16.観光


「歴史的に貴重な資料は閲覧禁止、写本もされてない。情報を知るには、領主の許可が必要かぁ。そりゃあ何処から来たのかも知らんやつにホイホイ貴重な情報を教えるわけ無いか。結局図書館で分かったことと言えば、魔法属性に相性ぐらいで、火→水→土→風、光↔闇って、スマホゲーみたいだな。」

「小さな図書館でしたから、仕方ないですね。そもそも民間に本を公開している施設自体が珍しいものなので、この街にあっただけでも運がいいと思いますよ。」


図書館で調べ物をしたのだが、置いてある本の多くは物語小説やよくわからない小難しい論文で、この世界の歴史や伝承に関わる文献は置いてなかった。

そういった資料は奥の保管庫に保管されているらしく、一般人が閲覧することは出来ないらしい。
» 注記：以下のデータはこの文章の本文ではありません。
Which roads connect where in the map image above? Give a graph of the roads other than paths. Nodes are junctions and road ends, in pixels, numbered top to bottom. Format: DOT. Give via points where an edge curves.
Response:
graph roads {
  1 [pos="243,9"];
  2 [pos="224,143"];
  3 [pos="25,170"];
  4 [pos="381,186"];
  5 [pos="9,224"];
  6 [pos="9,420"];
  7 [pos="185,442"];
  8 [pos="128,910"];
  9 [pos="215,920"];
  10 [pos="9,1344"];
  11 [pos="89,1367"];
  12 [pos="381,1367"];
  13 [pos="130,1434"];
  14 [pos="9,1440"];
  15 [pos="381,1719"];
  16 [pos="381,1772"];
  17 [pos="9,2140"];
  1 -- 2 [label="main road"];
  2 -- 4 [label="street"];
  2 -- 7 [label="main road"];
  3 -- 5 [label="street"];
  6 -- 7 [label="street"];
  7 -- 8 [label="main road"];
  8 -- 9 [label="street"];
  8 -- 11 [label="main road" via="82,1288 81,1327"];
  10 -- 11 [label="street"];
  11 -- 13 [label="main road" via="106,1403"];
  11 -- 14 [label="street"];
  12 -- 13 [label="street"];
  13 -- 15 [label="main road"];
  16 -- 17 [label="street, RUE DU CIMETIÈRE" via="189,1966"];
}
仕方が無いので、猿でも分かる魔法入門という本をパラッとよんで図書館を出た。

その後、封印の祠を見学した俺達は、目的地の時計塔にやってきた。


「これが時計塔か....」

「間近で見ると、迫力がありますね」

「あぁ、思っていたよりでかい」


100mはありそうな、巨大な塔を前にして、背筋がゾクッとした。無駄に高い天井とか、建物とかを見上げると、たまにそういうふうに感じることはないだろうか。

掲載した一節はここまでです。